━━ Supplied material

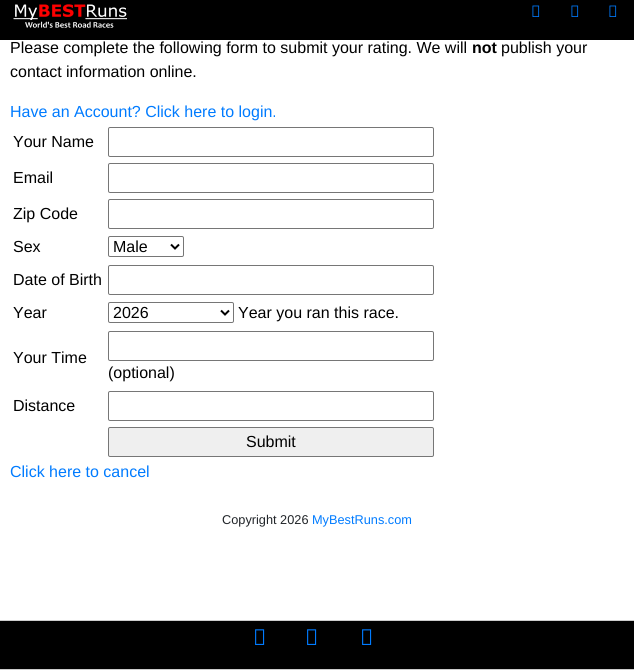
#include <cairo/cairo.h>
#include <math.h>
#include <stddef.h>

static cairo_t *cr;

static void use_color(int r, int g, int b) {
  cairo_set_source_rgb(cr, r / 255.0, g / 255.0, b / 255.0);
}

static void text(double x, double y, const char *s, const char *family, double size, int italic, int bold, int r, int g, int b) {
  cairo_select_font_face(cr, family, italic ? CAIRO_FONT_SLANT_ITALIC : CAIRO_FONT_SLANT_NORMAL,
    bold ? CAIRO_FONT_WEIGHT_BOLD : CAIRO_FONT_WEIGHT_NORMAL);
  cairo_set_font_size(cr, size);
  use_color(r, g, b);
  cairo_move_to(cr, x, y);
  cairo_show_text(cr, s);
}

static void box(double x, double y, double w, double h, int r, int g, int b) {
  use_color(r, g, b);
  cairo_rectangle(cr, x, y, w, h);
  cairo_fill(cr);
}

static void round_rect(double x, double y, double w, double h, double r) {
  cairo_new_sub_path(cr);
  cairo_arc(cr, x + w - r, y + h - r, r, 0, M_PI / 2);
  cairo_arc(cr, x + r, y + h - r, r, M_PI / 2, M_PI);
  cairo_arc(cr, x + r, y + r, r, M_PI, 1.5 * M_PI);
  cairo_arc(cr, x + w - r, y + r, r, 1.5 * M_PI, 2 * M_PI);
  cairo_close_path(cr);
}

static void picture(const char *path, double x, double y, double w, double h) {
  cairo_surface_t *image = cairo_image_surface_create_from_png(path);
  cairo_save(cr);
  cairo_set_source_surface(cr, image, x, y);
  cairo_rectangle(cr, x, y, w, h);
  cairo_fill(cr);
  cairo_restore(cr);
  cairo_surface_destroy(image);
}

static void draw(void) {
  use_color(255, 255, 255);
  cairo_paint(cr);
  box(0, 0, 634, 40, 0, 0, 0);
  picture("img_01.png", 13, 4, 114, 24);
  picture("img_02.png", 532, 5, 8, 12);
  picture("img_02.png", 571, 5, 8, 12);
  picture("img_02.png", 609, 5, 8, 12);
  round_rect(108.5, 127.5, 325, 29, 1.5);
  use_color(118, 118, 118);
  cairo_set_line_width(cr, 1);
  cairo_stroke(cr);
  round_rect(108.5, 163.5, 325, 29, 1.5);
  cairo_stroke(cr);
  round_rect(108.5, 199.5, 325, 29, 1.5);
  cairo_stroke(cr);
  round_rect(108.5, 236.5, 75, 20, 1.5);
  cairo_stroke(cr);
  cairo_new_path(cr);
  cairo_move_to(cr, 171, 244.5);
  cairo_line_to(cr, 175, 248.5);
  cairo_line_to(cr, 179, 244.5);
  use_color(0, 0, 0);
  cairo_set_line_width(cr, 2);
  cairo_stroke(cr);
  round_rect(108.5, 265.5, 325, 29, 1.5);
  use_color(118, 118, 118);
  cairo_set_line_width(cr, 1);
  cairo_stroke(cr);
  round_rect(108.5, 302.5, 125, 20, 1.5);
  cairo_stroke(cr);
  cairo_new_path(cr);
  cairo_move_to(cr, 221, 310.5);
  cairo_line_to(cr, 225, 314.5);
  cairo_line_to(cr, 229, 310.5);
  use_color(0, 0, 0);
  cairo_set_line_width(cr, 2);
  cairo_stroke(cr);
  round_rect(108.5, 331.5, 325, 29, 1.5);
  use_color(118, 118, 118);
  cairo_set_line_width(cr, 1);
  cairo_stroke(cr);
  round_rect(108.5, 391.5, 325, 29, 1.5);
  cairo_stroke(cr);
  use_color(239, 239, 239);
  round_rect(108.5, 427.5, 325, 29, 1.5);
  cairo_fill_preserve(cr);
  use_color(118, 118, 118);
  cairo_stroke(cr);
  box(0, 621, 634, 48, 0, 0, 0);
  box(0, 620, 634, 1, 204, 204, 204);
  box(0, 669, 634, 1, 204, 204, 204);
  picture("img_03.png", 255, 629, 10, 16);
  picture("img_03.png", 307, 629, 10, 16);
  picture("img_03.png", 362, 629, 10, 16);
  text(10, 53, "Please complete the following form to submit your rating. We will", "Liberation Sans", 16, 0, 0, 0, 0, 0);
  text(472, 53, "not", "Liberation Sans", 16, 0, 1, 0, 0, 0);
  text(501, 53, "publish your", "Liberation Sans", 16, 0, 0, 0, 0, 0);
  text(10, 77, "contact information online.", "Liberation Sans", 16, 0, 0, 0, 0, 0);
  text(10, 117, "Have an Account? Click here to login.", "Liberation Sans", 16, 0, 0, 0, 123, 255);
  text(13, 147, "Your Name", "Liberation Sans", 16, 0, 0, 0, 0, 0);
  text(13, 183, "Email", "Liberation Sans", 16, 0, 0, 0, 0, 0);
  text(13, 219, "Zip Code", "Liberation Sans", 16, 0, 0, 0, 0, 0);
  text(13, 252, "Sex", "Liberation Sans", 16, 0, 0, 0, 0, 0);
  text(113, 252, "Male", "Liberation Sans", 16, 0, 0, 0, 0, 0);
  text(13, 285, "Date of Birth", "Liberation Sans", 16, 0, 0, 0, 0, 0);
  text(13, 318, "Year", "Liberation Sans", 16, 0, 0, 0, 0, 0);
  text(113, 318, "2026", "Liberation Sans", 16, 0, 0, 0, 0, 0);
  text(238, 318, "Year you ran this race.", "Liberation Sans", 16, 0, 0, 0, 0, 0);
  text(13, 363, "Your Time", "Liberation Sans", 16, 0, 0, 0, 0, 0);
  text(108, 378, "(optional)", "Liberation Sans", 16, 0, 0, 0, 0, 0);
  text(13, 411, "Distance", "Liberation Sans", 16, 0, 0, 0, 0, 0);
  text(246, 447, "Submit", "Liberation Sans", 16, 0, 0, 0, 0, 0);
  text(10, 477, "Click here to cancel", "Liberation Sans", 16, 0, 0, 0, 123, 255);
  text(222, 524, "Copyright 2026", "Liberation Sans", 12.75, 0, 0, 33, 37, 41);
  text(312, 524, "MyBestRuns.com", "Liberation Sans", 12.75, 0, 0, 0, 123, 255);
}

int main(void) {
  cairo_surface_t *surface = cairo_image_surface_create(CAIRO_FORMAT_RGB24, 634, 670);
  cr = cairo_create(surface);
  cairo_font_options_t *options = cairo_font_options_create();
  cairo_font_options_set_hint_metrics(options, CAIRO_HINT_METRICS_OFF);
  cairo_font_options_set_hint_style(options, CAIRO_HINT_STYLE_NONE);
  cairo_set_font_options(cr, options);
  cairo_set_miter_limit(cr, 4);
  draw();
  cairo_surface_write_to_png(surface, "out.png");
  cairo_font_options_destroy(options);
  cairo_destroy(cr);
  cairo_surface_destroy(surface);
  return 0;
}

━━━━

Starting at the line that contains "cairo_move_to(cr, x, y);" and stopping after the line that contains "cairo_save(cr);", write out every line exactly as it appears above, and no other line.

* _Finished exercise_:
  cairo_move_to(cr, x, y);
  cairo_show_text(cr, s);
}

static void box(double x, double y, double w, double h, int r, int g, int b) {
  use_color(r, g, b);
  cairo_rectangle(cr, x, y, w, h);
  cairo_fill(cr);
}

static void round_rect(double x, double y, double w, double h, double r) {
  cairo_new_sub_path(cr);
  cairo_arc(cr, x + w - r, y + h - r, r, 0, M_PI / 2);
  cairo_arc(cr, x + r, y + h - r, r, M_PI / 2, M_PI);
  cairo_arc(cr, x + r, y + r, r, M_PI, 1.5 * M_PI);
  cairo_arc(cr, x + w - r, y + r, r, 1.5 * M_PI, 2 * M_PI);
  cairo_close_path(cr);
}

static void picture(const char *path, double x, double y, double w, double h) {
  cairo_surface_t *image = cairo_image_surface_create_from_png(path);
  cairo_save(cr);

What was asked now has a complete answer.